Para peneliti memperkenalkan RoboTTT, sebuah resep pelatihan yang memperluas konteks visuomotor untuk model dasar robot hingga 8.000 timestep tanpa meningkatkan latensi inferensi. Metode ini mengintegrasikan Test-Time Training ke dalam kebijakan Vision-Language-Action dengan menggunakan bobot cepat yang diperbarui melalui gradient descent selama pelatihan dan inferensi.

  • Panjang konteks diskalakan menggunakan sequence action forcing yang dikombinasikan dengan truncated backpropagation through time.
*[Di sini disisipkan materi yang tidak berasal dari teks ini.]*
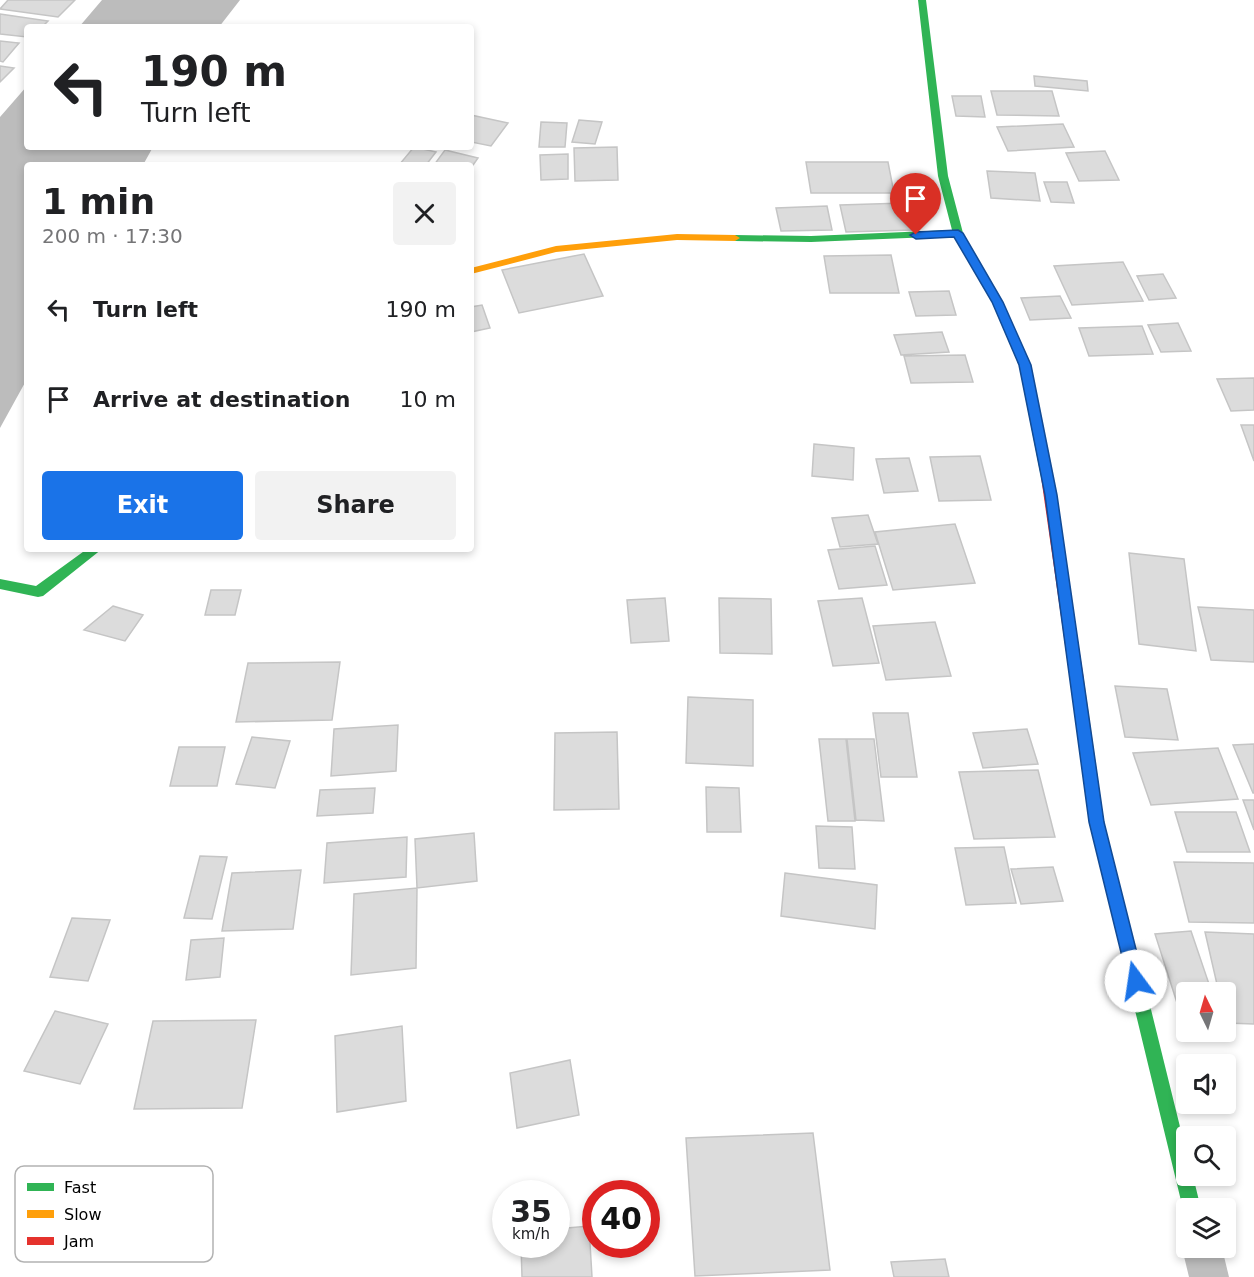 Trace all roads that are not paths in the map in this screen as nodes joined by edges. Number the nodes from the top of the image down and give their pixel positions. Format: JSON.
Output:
{"nodes":[{"id":1,"x":922,"y":0,"type":"edge"},
{"id":2,"x":958,"y":233,"type":"junction"},
{"id":3,"x":474,"y":270,"type":"edge"},
{"id":4,"x":92,"y":552,"type":"edge"},
{"id":5,"x":0,"y":584,"type":"edge"},
{"id":6,"x":1189,"y":1198,"type":"edge"},
{"id":7,"x":1204,"y":1258,"type":"edge"},
{"id":8,"x":1209,"y":1277,"type":"edge"}],
"edges":[{"from":1,"to":2,"type":"street"},
{"from":2,"to":3,"type":"street"},
{"from":2,"to":6,"type":"street"},
{"from":4,"to":5,"type":"street"},
{"from":7,"to":8,"type":"street"}]} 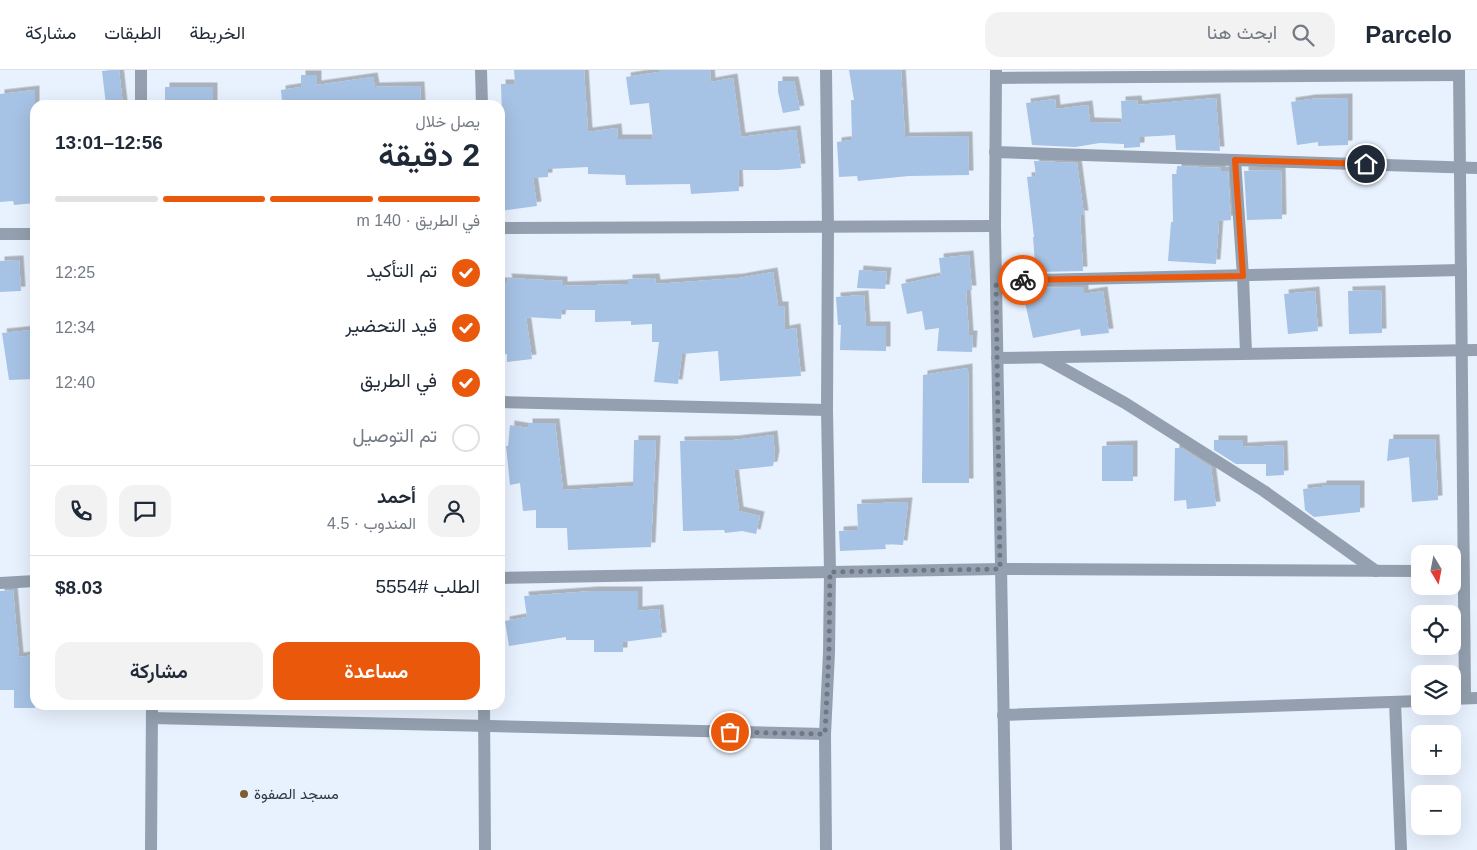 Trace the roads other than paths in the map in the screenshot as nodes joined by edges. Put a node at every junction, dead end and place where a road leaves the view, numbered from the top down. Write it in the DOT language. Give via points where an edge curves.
graph roads {
  1 [pos="141,70"];
  2 [pos="481,70"];
  3 [pos="826,70"];
  4 [pos="1459,73"];
  5 [pos="996,74"];
  6 [pos="141,100"];
  7 [pos="482,100"];
  8 [pos="995,152"];
  9 [pos="1235,160"];
  10 [pos="1460,167"];
  11 [pos="1477,168"];
  12 [pos="828,226"];
  13 [pos="995,226"];
  14 [pos="505,228"];
  15 [pos="0,234"];
  16 [pos="30,234"];
  17 [pos="1461,270"];
  18 [pos="1243,276"];
  19 [pos="996,281"];
  20 [pos="1461,350"];
  21 [pos="1477,350"];
  22 [pos="1246,353"];
  23 [pos="1043,357"];
  24 [pos="997,358"];
  25 [pos="505,402"];
  26 [pos="827,410"];
  27 [pos="1458,545"];
  28 [pos="1000,569"];
  29 [pos="1376,571"];
  30 [pos="1411,571"];
  31 [pos="830,572"];
  32 [pos="505,578"];
  33 [pos="30,581"];
  34 [pos="0,583"];
  35 [pos="1459,595"];
  36 [pos="1465,698"];
  37 [pos="1411,701"];
  38 [pos="1395,702"];
  39 [pos="152,710"];
  40 [pos="484,710"];
  41 [pos="1003,715"];
  42 [pos="152,718"];
  43 [pos="484,727"];
  44 [pos="825,734"];
  45 [pos="151,850"];
  46 [pos="485,850"];
  47 [pos="826,850"];
  48 [pos="1006,850"];
  49 [pos="1401,850"];
  1 -- 6 [label="street"];
  2 -- 7 [label="street"];
  3 -- 12 [label="street"];
  4 -- 5 [label="street"];
  4 -- 10 [label="street"];
  5 -- 8 [label="street"];
  8 -- 9 [label="street"];
  8 -- 13 [label="street"];
  9 -- 10 [label="street"];
  9 -- 18 [label="street"];
  10 -- 11 [label="street"];
  10 -- 17 [label="street"];
  12 -- 13 [label="street"];
  12 -- 14 [label="street"];
  12 -- 26 [label="street"];
  13 -- 19 [label="street"];
  15 -- 16 [label="street"];
  17 -- 18 [label="street"];
  17 -- 20 [label="street"];
  18 -- 19 [label="street"];
  18 -- 22 [label="street"];
  19 -- 24 [label="street"];
  20 -- 21 [label="street"];
  20 -- 22 [label="street"];
  20 -- 27 [label="street"];
  22 -- 23 [label="street"];
  23 -- 24 [label="street"];
  23 -- 29 [label="street" via="1125,403 1256,486"];
  24 -- 28 [label="street"];
  25 -- 26 [label="street"];
  26 -- 31 [label="street"];
  28 -- 29 [label="street"];
  28 -- 31 [label="street"];
  28 -- 41 [label="street"];
  29 -- 30 [label="street"];
  31 -- 32 [label="street"];
  31 -- 44 [label="street"];
  33 -- 34 [label="street"];
  35 -- 36 [label="street"];
  37 -- 38 [label="street"];
  38 -- 41 [label="street"];
  38 -- 49 [label="street"];
  39 -- 42 [label="street"];
  40 -- 43 [label="street"];
  41 -- 48 [label="street"];
  42 -- 43 [label="street"];
  42 -- 45 [label="street"];
  43 -- 44 [label="street"];
  43 -- 46 [label="street"];
  44 -- 47 [label="street"];
}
  • Pendekatan ini memungkinkan in-context imitation satu kali, peningkatan kebijakan secara langsung, dan ketahanan terhadap gangguan.
  • RoboTTT meningkatkan kinerja keseluruhan sebesar 87% dibandingkan baseline single-step dan menyelesaikan tugas perakitan lima menit, sepuluh tahap yang gagal diselesaikan oleh model lain.
  • Model yang dilatih dengan konteks 8K-timestep mengungguli model yang pretrained dengan 1K timestep sebesar 62%, menetapkan panjang konteks sebagai sumbu skalabilitas baru.

Para penulis menganggap ini signifikan karena membuka kemampuan untuk tugas multi-tahap, jangka panjang dan menunjukkan peningkatan stabil dalam kinerja closed-loop seiring meningkatnya konteks pretraining.